[SOURCE INFORMATION]:

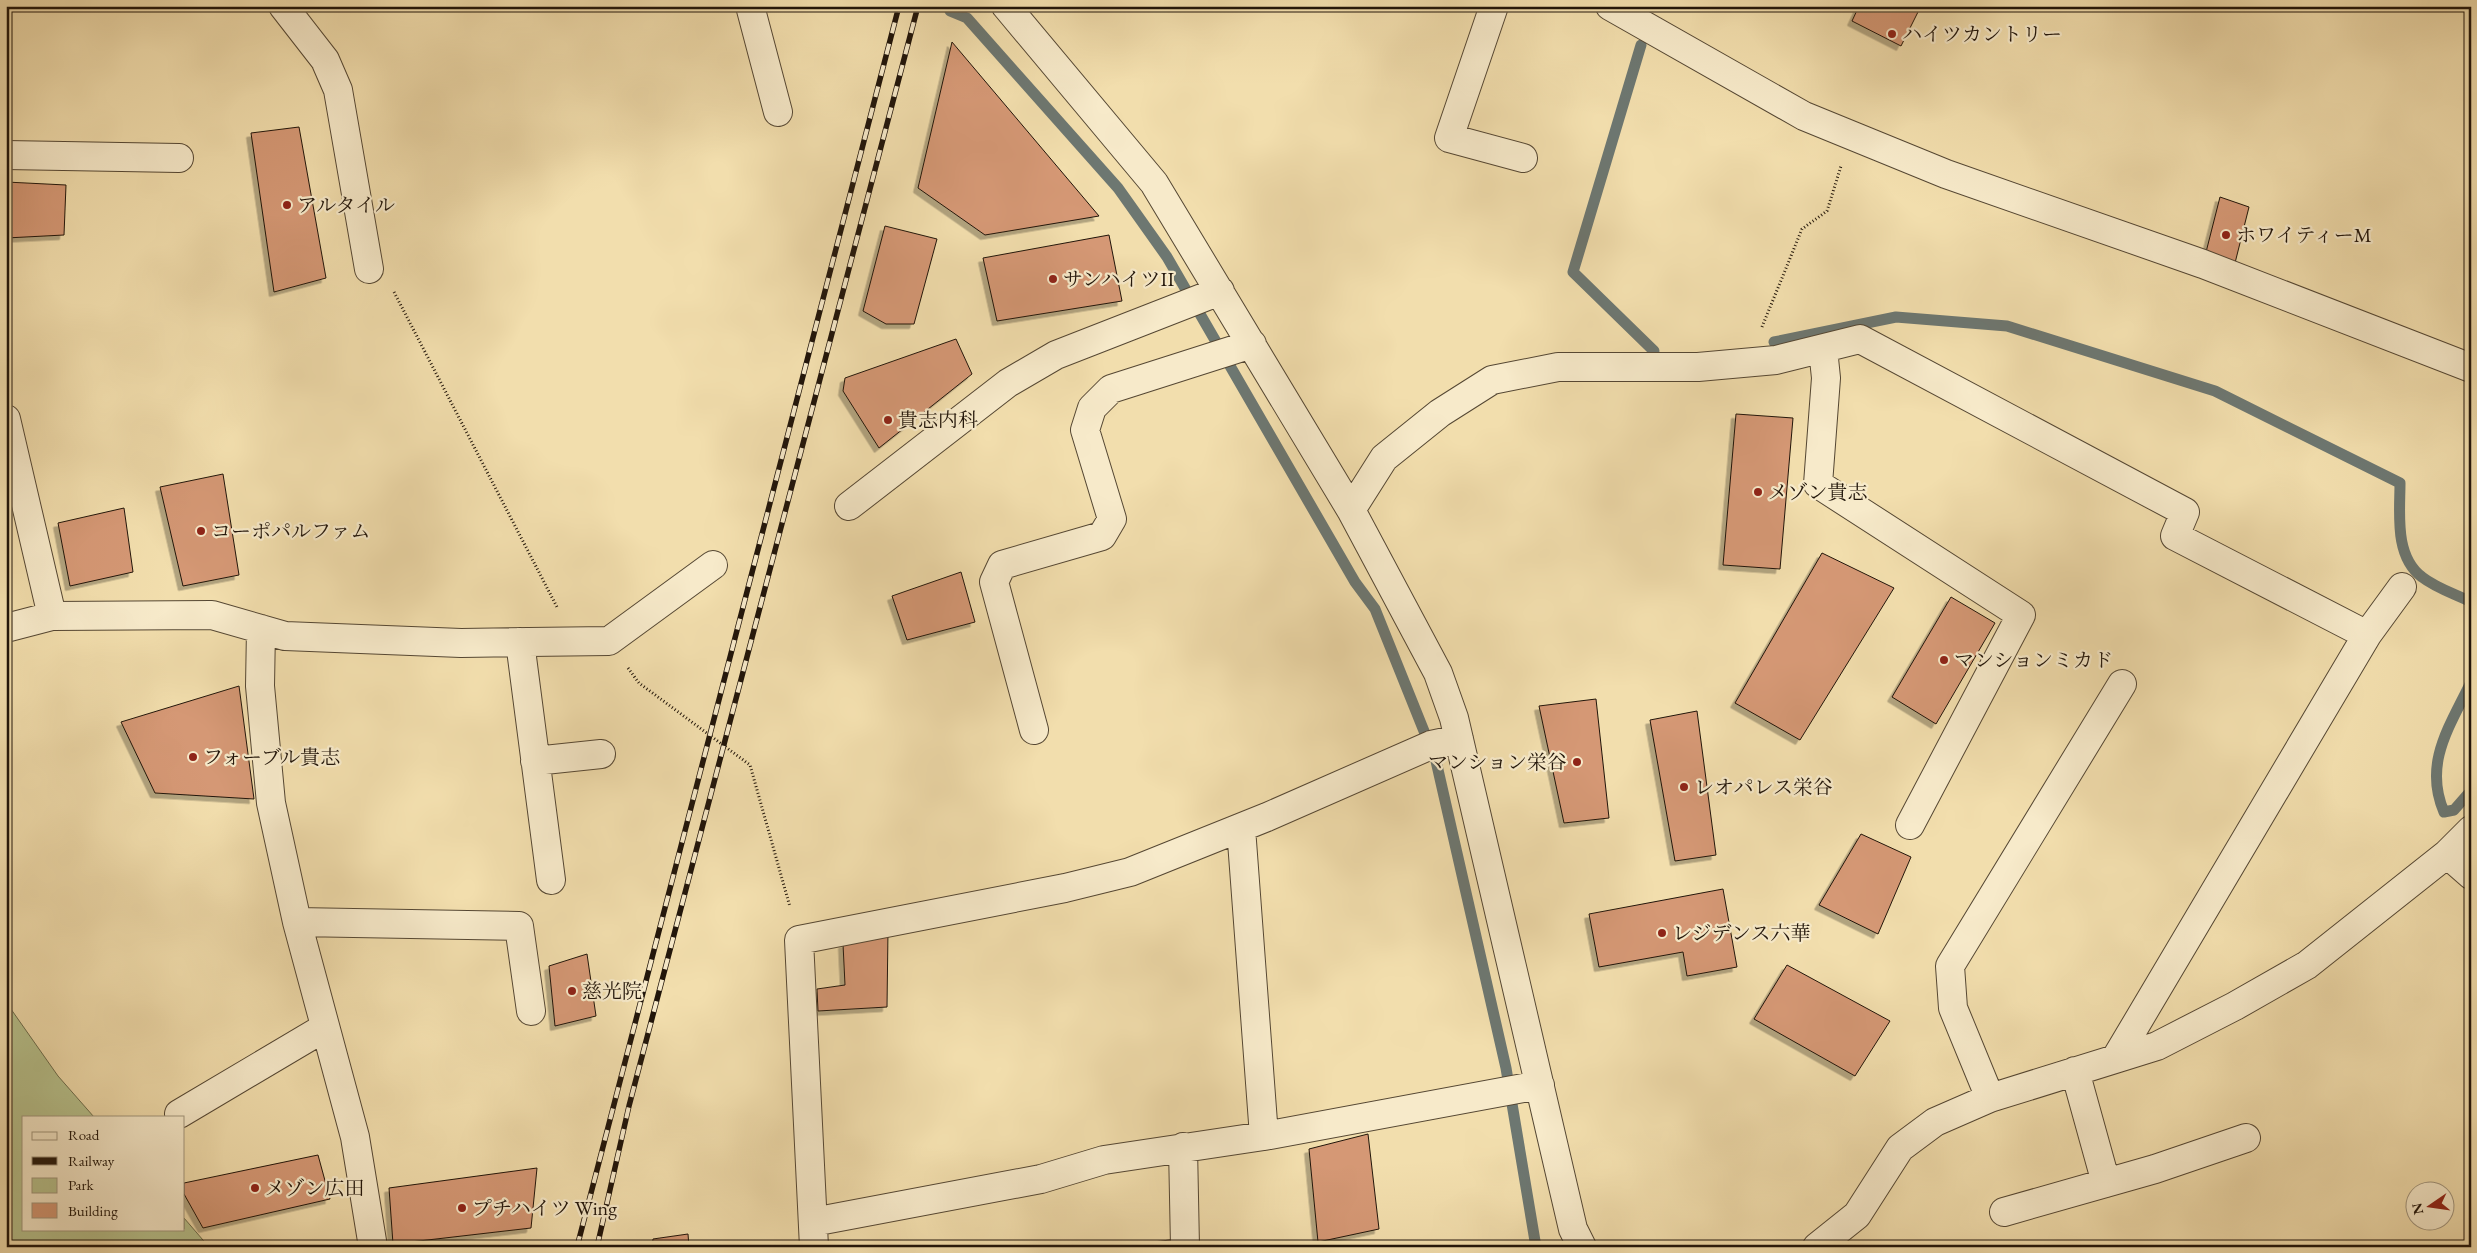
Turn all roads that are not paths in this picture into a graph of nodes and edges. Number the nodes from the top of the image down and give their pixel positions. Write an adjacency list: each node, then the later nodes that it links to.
1 (283, 6): 11 (street)
2 (750, 6): 7 (street)
3 (1006, 6): 12 (street)
4 (1494, 6): 10 (street)
5 (1610, 6): 6 (street)
6 (1649, 16): 15 (street)
7 (778, 112)
8 (6, 155): 9 (street)
9 (179, 158)
10 (1523, 158)
11 (369, 269)
12 (1210, 295): 13 (street); 17 (street)
13 (1242, 347): 18 (street); 27 (street)
14 (1823, 348): 18 (street); 24 (street); 31 (street)
15 (2471, 368)
16 (6, 418): 21 (street)
17 (849, 506)
18 (1351, 510): 28 (street)
19 (713, 565): 25 (street)
20 (2402, 587): 24 (street)
21 (52, 616): 22 (street); 23 (street)
22 (6, 628)
23 (261, 629): 25 (street); 37 (street)
24 (2367, 635): 40 (street)
25 (520, 642): 30 (street)
26 (2122, 684): 43 (street)
27 (1034, 730)
28 (1459, 739): 32 (street); 42 (street)
29 (601, 754): 30 (street)
30 (535, 761): 36 (street)
31 (1910, 824)
32 (1241, 828): 45 (street); 50 (street)
33 (2471, 830): 34 (street)
34 (2447, 854): 35 (street); 40 (street)
35 (2471, 875)
36 (551, 880)
37 (297, 922): 38 (street); 39 (street)
38 (532, 1010)
39 (324, 1028): 44 (street); 51 (street)
40 (2116, 1058): 41 (street)
41 (2075, 1071): 43 (street); 48 (street)
42 (1540, 1085): 45 (street); 53 (street)
43 (1990, 1098): 54 (street)
44 (178, 1114)
45 (1264, 1136): 47 (street)
46 (2246, 1138): 48 (street)
47 (1183, 1146): 50 (street); 52 (street)
48 (2106, 1183): 49 (street)
49 (2004, 1212)
50 (813, 1234)
51 (373, 1247)
52 (1185, 1247)
53 (1582, 1247)
54 (1817, 1247)

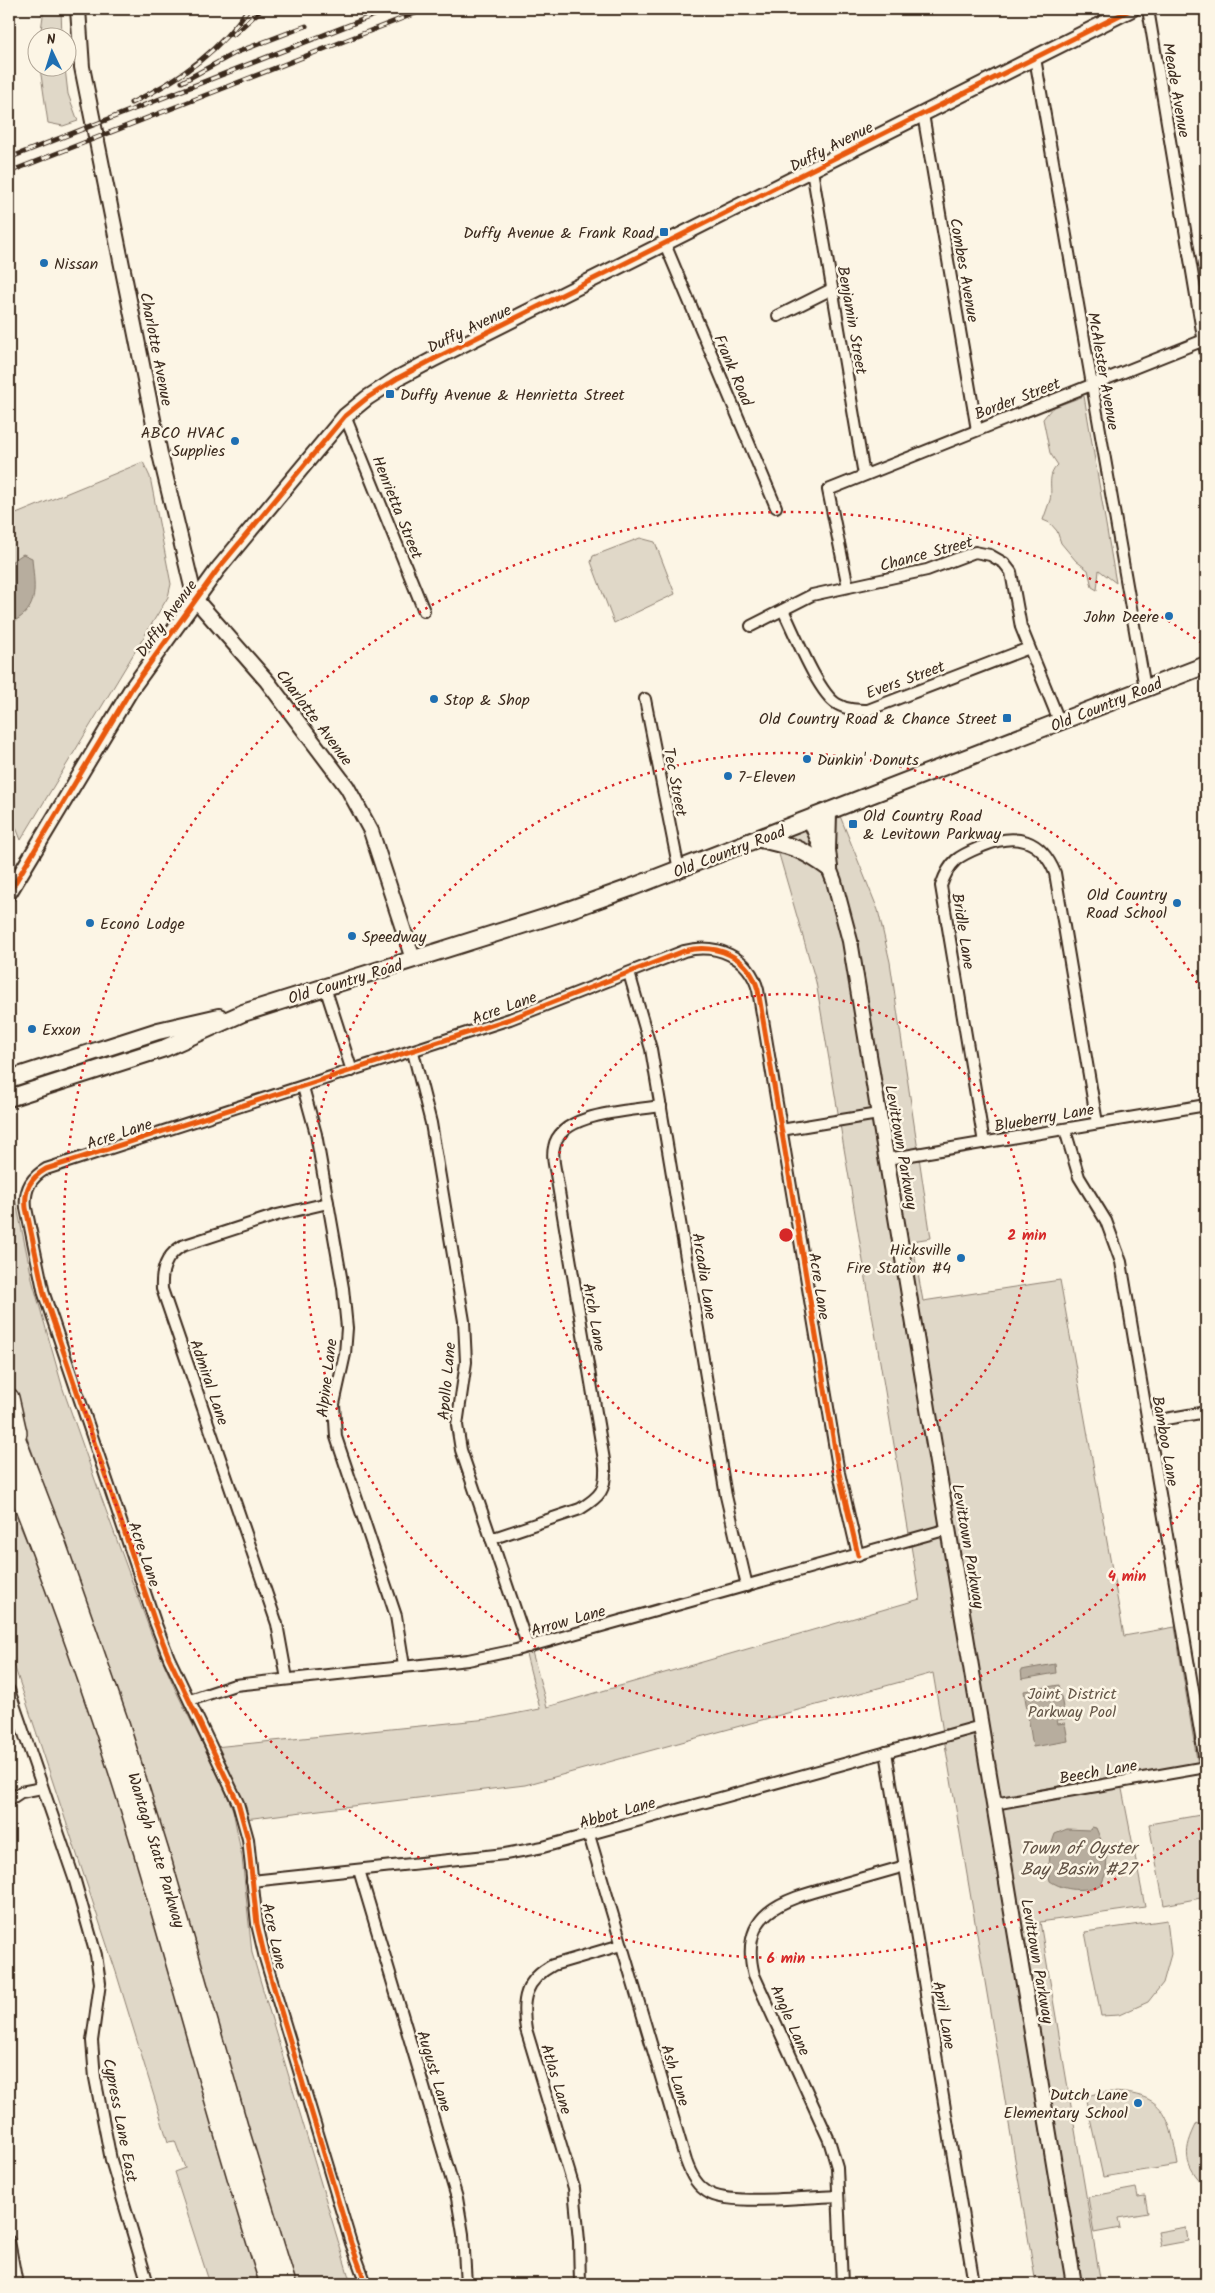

[TASK PROMPT]: Give the records back exactly. Leave the pictures out.

[REPLY TO THE TASK]:
Turn all roads that are not paths in this picture into a graph of nodes and edges. Number the nodes from the top of the image down and give their pixel positions. Write an adjacency list: each node, then the later nodes that it links to.
1 (283, 6): 11 (street)
2 (750, 6): 7 (street)
3 (1006, 6): 12 (street)
4 (1494, 6): 10 (street)
5 (1610, 6): 6 (street)
6 (1649, 16): 15 (street)
7 (778, 112)
8 (6, 155): 9 (street)
9 (179, 158)
10 (1523, 158)
11 (369, 269)
12 (1210, 295): 13 (street); 17 (street)
13 (1242, 347): 18 (street); 27 (street)
14 (1823, 348): 18 (street); 24 (street); 31 (street)
15 (2471, 368)
16 (6, 418): 21 (street)
17 (849, 506)
18 (1351, 510): 28 (street)
19 (713, 565): 25 (street)
20 (2402, 587): 24 (street)
21 (52, 616): 22 (street); 23 (street)
22 (6, 628)
23 (261, 629): 25 (street); 37 (street)
24 (2367, 635): 40 (street)
25 (520, 642): 30 (street)
26 (2122, 684): 43 (street)
27 (1034, 730)
28 (1459, 739): 32 (street); 42 (street)
29 (601, 754): 30 (street)
30 (535, 761): 36 (street)
31 (1910, 824)
32 (1241, 828): 45 (street); 50 (street)
33 (2471, 830): 34 (street)
34 (2447, 854): 35 (street); 40 (street)
35 (2471, 875)
36 (551, 880)
37 (297, 922): 38 (street); 39 (street)
38 (532, 1010)
39 (324, 1028): 44 (street); 51 (street)
40 (2116, 1058): 41 (street)
41 (2075, 1071): 43 (street); 48 (street)
42 (1540, 1085): 45 (street); 53 (street)
43 (1990, 1098): 54 (street)
44 (178, 1114)
45 (1264, 1136): 47 (street)
46 (2246, 1138): 48 (street)
47 (1183, 1146): 50 (street); 52 (street)
48 (2106, 1183): 49 (street)
49 (2004, 1212)
50 (813, 1234)
51 (373, 1247)
52 (1185, 1247)
53 (1582, 1247)
54 (1817, 1247)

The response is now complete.